One of the most fascinating and important scenes in Watkins nearly 6 hour (the shortened version) masterpiece La Commune (Paris, 1871) is when the established press (print) discusses with the burgeoning Commune TV* crew about the nature and goals of journalism. They argue over the nature of television news and its relationship to the worker’s uprising and the establishment of La Commune de Paris (the temporary socialist/anarchist government that ruled Paris in mid 1871).

The question on the table is why the television team doesn’t dive more deeply into the issues and, in particular, focus on the debates raging within the new government about its policies and procedures. The short answer is that serious debate just isn’t appropriate to the nature of television. This is the same concern we have today.

At its inception Commune TV was all enthusiasm. They had taken/stolen some television equipment and started covering the revolution like some community television crew – great ebullience and limited technical knowledge.

Here the two reporters, male and female (as apposed to the single male reporter for national television), introduce themselves. Alongside them stands a representative of the revolutionary press.

Commune TV gets many of its ideas from the press. In some ways they become a kind of mouthpiece for the revolutionary newspapers, but they also back away from getting too deep into the issues. Their goal is to primarily give voice to the citizen revolutionaries. So they provide lots of individuals’ opinions and talking heads without a lot of organization.

The national television station provides the “official” perspective on the revolution. This perspective represents the traditional bourgeois and ruling class interests. Its format and style is much more professional and apparently reasonable, conveying ideas and perspectives in a droll monotone as though they are merely unarguable facts.

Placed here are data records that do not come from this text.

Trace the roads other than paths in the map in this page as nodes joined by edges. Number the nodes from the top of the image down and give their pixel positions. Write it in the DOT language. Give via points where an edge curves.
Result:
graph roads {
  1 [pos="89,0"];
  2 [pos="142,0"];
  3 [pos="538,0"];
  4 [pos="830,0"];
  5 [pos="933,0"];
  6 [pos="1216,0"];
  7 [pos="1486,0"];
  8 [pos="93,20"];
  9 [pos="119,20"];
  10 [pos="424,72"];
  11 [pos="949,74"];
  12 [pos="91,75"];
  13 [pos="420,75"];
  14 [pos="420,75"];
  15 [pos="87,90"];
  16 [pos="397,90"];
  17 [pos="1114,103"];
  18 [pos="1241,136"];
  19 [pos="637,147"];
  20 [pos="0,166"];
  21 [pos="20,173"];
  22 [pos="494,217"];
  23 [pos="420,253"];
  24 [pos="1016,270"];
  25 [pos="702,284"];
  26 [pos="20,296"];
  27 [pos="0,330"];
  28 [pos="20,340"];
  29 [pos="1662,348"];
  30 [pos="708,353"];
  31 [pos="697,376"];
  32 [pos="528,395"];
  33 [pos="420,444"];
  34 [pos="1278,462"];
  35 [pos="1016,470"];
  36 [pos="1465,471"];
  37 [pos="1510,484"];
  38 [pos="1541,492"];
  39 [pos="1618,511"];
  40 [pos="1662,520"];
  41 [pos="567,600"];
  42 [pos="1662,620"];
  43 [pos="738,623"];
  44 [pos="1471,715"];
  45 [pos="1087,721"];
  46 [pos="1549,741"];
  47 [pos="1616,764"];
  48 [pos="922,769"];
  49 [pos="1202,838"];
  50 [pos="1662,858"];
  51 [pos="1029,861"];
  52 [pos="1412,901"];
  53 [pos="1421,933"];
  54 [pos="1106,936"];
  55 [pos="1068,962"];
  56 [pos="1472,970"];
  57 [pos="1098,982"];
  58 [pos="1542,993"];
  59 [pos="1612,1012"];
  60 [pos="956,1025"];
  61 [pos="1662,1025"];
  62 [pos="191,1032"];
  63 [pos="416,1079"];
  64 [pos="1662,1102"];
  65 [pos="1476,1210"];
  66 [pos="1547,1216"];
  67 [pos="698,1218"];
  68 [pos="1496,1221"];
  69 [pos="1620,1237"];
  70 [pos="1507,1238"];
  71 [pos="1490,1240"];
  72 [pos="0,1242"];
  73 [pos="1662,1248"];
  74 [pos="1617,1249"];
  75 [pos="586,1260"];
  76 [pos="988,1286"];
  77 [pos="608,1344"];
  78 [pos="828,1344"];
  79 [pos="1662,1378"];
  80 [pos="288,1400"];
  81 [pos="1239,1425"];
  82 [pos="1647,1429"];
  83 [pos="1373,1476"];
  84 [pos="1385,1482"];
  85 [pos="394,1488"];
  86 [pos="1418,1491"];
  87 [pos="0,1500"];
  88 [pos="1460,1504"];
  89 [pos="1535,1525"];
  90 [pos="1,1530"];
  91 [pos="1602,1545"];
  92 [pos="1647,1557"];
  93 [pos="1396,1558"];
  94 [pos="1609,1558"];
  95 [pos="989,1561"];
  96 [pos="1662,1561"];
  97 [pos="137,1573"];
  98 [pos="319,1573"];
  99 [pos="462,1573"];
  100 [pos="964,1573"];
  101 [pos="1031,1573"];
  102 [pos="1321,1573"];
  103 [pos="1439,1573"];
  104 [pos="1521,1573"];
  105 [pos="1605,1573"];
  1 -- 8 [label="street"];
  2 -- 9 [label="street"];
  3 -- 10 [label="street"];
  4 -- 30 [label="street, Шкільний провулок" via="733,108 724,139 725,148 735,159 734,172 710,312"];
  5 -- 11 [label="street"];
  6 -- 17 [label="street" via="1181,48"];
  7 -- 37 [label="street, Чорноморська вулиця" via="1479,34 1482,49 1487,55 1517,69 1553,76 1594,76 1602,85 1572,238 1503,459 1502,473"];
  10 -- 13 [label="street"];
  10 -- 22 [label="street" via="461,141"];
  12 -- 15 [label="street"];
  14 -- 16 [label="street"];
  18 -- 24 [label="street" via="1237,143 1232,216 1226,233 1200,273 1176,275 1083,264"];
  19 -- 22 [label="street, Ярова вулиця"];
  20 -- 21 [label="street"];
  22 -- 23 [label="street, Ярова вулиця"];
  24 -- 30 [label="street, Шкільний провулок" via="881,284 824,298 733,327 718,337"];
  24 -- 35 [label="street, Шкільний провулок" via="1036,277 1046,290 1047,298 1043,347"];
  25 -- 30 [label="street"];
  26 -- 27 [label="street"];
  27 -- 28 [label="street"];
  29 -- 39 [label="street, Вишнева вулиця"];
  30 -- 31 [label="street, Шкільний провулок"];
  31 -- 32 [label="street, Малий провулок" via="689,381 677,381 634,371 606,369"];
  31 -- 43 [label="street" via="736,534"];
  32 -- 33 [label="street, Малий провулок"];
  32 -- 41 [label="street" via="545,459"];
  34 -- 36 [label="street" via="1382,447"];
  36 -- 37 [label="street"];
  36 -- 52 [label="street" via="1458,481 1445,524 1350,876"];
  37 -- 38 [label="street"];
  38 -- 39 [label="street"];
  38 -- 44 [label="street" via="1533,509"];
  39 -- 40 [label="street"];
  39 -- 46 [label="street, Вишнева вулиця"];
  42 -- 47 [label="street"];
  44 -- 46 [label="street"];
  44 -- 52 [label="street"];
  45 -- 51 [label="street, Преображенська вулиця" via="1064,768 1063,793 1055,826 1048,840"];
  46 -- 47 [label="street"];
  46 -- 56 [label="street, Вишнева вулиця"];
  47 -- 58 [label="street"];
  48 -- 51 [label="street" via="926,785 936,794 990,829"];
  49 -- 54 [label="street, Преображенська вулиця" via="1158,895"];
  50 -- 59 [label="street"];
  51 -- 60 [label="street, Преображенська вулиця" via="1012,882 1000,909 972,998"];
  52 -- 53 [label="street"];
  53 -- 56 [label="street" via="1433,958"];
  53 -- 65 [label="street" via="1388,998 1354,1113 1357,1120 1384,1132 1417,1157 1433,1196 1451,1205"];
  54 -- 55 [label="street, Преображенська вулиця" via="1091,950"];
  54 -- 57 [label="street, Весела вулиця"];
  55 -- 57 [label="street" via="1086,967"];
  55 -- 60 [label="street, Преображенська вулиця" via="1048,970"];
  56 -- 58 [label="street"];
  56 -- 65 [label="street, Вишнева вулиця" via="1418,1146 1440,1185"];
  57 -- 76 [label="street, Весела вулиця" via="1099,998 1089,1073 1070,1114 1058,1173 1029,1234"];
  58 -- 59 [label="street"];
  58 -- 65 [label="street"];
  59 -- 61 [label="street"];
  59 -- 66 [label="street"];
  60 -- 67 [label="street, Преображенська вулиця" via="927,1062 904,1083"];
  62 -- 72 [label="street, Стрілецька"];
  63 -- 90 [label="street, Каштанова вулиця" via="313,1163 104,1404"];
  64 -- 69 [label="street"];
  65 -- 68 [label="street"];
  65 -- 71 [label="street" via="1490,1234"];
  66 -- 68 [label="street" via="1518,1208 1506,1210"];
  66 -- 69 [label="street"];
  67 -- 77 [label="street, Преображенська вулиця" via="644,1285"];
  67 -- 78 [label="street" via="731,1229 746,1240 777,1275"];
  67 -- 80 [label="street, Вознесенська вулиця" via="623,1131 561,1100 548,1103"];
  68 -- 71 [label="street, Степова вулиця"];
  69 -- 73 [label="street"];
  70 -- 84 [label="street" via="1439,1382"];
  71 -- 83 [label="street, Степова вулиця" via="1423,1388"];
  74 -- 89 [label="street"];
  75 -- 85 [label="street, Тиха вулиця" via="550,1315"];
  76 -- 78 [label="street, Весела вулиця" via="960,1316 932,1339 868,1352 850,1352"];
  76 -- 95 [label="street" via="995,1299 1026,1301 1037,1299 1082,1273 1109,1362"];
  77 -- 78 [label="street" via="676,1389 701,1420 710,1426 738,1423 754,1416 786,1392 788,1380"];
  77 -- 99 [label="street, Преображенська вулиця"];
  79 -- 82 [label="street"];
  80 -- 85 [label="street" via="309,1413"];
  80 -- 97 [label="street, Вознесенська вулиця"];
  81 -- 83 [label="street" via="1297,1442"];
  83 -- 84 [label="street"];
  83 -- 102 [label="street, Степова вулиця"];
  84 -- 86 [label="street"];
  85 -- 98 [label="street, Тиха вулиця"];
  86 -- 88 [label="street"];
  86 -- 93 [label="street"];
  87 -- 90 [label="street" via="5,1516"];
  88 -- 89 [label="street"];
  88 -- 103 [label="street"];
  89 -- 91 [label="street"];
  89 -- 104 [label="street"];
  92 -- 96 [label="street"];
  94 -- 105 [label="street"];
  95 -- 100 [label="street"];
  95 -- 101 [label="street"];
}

And here is the scene in which the revolutionary press argues with Commune TV about how they cover the revolution and why they don’t present some ideas critical to the raging debates about the new government and its direction.

The answer given by Commune TV is essentially two parts, 1) They don’t want to cover anything that isn’t import, thus censoring their coverage based on what they like and don’t like, and 2) They don’t like long, drawn out debates, rather they like short, exciting pieces that keep people interested. In this way Commune TV provides a kind of in-the-trenches, embedded revolutionary news while following some of the assumptions of the national news about the television medium itself. Thus, what we find is that both the national television news and the commune’s television news provide limited and distorted perspectives on what is happening.

La Commune (Paris, 1871) is a remarkable film. It is a far more important film than its largely unknown status might indicate. It will never be widely popular because it does not fit the mold of popular films, but it is both mesmerizing and challenging. By raising the questions of what is the role of news and, in particular, what is the role of news in a time of revolution (war), this film calls us to re-evaluate the present. We are in a time of revolution. There are those today who, with unprecedented corporate power and military might, are seeking to shape the world according to imperialistic philosophies of power. This is truly revolutionary. And the mainstream media plays along. I would argue that we need another revolution, one that is not based on imperialism, “might equals right”, corporate greed, or nationalistic patriotism – even if the words freedom or democracy are attached.

If this is brought up in polite conversation many will say, “I just don’t see it.” At least that has been my experience. But we are often like fish in water when it comes to our own culture. I think of it like the visual puzzles that look like one thing, but if you stare long enough, and maybe with someone guiding your vision a little, you begin to see the “buried” image hidden within. Look behind our popular media and you will find amazing and troubling things.

That is why I like Democracy Now.

Amy Goodman and Juan Gonzalez of Democracy Now.

Democracy Now is just one outlet, but a great one for alternative news, and this is not an endorsement, just a statement of fact. Other outlets include The Guerrilla News Network and Truthdig.

What then is the role of independent news? The following video is one of the most powerful examinations of how the media and the Iraq war have and continue to go together like hand and glove. Without an independent media, without other sources of news, how are we to know what is really going on in the world? How are we to realize that when we think we understand even the basics we too easily don’t?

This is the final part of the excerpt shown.